§ **Task goal**
A bare number is all that is needed: how many lines below contain the string "Paracatu"?
*** Opening of Available records ***
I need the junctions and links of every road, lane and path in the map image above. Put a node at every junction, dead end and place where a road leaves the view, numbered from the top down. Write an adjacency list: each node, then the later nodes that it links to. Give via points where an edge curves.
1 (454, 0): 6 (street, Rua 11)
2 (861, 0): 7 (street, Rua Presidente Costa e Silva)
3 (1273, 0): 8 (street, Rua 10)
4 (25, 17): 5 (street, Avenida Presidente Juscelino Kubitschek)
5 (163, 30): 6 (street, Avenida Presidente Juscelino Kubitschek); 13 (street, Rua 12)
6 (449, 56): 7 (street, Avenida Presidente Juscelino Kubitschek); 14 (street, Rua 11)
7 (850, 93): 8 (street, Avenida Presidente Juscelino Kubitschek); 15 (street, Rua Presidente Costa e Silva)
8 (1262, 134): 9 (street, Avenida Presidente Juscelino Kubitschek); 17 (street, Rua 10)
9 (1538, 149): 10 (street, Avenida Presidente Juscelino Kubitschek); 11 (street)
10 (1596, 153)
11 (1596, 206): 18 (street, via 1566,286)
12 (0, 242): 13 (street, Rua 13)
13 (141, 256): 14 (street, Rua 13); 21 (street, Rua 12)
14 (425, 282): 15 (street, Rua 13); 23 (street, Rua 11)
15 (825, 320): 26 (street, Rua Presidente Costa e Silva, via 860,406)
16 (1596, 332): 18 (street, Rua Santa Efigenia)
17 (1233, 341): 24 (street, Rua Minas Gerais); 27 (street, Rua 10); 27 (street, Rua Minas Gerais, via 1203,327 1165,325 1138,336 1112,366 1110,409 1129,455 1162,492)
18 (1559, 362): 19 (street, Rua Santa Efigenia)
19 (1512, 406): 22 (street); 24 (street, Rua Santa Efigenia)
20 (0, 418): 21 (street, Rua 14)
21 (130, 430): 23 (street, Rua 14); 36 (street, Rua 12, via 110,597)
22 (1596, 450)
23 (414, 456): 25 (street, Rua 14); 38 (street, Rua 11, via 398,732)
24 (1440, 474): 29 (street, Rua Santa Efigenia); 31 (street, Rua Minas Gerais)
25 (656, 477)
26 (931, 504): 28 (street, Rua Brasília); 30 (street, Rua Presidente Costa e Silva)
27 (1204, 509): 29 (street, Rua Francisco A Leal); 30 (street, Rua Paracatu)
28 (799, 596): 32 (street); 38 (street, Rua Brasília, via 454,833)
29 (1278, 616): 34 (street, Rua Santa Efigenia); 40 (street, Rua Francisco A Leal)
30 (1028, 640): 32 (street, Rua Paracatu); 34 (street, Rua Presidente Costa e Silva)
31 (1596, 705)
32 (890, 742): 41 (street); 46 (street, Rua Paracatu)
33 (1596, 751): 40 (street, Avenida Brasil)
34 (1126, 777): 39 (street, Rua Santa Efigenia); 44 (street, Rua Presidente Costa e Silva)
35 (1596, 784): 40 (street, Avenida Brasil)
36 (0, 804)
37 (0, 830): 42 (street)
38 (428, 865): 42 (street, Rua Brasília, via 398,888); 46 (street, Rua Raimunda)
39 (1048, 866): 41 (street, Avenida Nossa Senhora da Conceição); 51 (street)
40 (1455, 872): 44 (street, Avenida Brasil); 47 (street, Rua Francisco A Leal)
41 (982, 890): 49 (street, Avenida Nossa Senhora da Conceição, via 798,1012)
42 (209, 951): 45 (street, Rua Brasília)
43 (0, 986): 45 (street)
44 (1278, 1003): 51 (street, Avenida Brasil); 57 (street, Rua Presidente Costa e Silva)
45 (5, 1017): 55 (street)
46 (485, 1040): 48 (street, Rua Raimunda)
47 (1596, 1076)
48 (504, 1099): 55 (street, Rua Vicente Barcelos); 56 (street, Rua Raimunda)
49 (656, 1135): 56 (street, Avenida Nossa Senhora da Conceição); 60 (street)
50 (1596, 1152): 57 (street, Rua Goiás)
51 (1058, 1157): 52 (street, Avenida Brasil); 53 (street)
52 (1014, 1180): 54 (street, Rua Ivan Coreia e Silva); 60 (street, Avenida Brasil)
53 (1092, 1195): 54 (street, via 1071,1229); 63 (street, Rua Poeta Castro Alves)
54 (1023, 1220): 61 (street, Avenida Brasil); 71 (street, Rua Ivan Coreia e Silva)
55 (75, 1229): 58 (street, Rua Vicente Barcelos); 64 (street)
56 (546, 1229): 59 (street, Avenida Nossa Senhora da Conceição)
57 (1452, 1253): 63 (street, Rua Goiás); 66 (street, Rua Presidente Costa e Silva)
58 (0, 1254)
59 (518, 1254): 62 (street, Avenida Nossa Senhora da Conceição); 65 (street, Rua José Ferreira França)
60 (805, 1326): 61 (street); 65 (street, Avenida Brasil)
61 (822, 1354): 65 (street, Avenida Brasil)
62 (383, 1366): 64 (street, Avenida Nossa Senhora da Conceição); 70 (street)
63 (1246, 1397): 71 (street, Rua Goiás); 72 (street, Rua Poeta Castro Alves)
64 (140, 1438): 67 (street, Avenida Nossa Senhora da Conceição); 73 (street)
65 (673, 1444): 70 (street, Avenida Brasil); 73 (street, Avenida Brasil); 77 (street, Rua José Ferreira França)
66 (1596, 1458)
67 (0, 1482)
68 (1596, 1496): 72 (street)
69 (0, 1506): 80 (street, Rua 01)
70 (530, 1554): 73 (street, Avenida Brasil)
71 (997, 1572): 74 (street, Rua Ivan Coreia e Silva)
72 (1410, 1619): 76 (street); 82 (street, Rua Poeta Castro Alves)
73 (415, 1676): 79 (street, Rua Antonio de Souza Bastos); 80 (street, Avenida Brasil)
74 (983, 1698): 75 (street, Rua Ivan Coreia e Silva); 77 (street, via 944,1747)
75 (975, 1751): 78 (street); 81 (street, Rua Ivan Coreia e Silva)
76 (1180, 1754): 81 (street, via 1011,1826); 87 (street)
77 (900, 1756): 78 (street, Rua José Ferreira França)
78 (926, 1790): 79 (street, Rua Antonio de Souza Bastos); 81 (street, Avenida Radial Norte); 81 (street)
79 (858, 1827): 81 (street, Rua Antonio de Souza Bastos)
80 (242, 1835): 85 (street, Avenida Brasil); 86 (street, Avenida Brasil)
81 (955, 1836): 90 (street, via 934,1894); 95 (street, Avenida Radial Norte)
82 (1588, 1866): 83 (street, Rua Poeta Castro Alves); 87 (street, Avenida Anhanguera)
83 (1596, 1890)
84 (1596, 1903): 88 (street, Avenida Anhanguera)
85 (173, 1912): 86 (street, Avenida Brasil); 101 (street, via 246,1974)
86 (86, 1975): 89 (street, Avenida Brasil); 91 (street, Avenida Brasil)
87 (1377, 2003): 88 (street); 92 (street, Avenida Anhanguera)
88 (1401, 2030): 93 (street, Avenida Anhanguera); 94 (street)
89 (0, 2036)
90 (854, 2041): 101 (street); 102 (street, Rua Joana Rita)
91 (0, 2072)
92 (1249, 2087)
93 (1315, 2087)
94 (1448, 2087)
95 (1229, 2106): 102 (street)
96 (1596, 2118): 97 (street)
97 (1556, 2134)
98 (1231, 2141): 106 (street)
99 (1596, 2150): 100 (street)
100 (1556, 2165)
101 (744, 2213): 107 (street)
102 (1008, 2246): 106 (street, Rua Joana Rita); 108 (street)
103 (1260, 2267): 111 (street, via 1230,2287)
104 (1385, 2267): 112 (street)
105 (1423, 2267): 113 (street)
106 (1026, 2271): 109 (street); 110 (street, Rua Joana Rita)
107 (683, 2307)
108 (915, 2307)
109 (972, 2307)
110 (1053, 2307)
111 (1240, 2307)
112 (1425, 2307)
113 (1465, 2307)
*** Close of Available records ***
§ **Task response**
3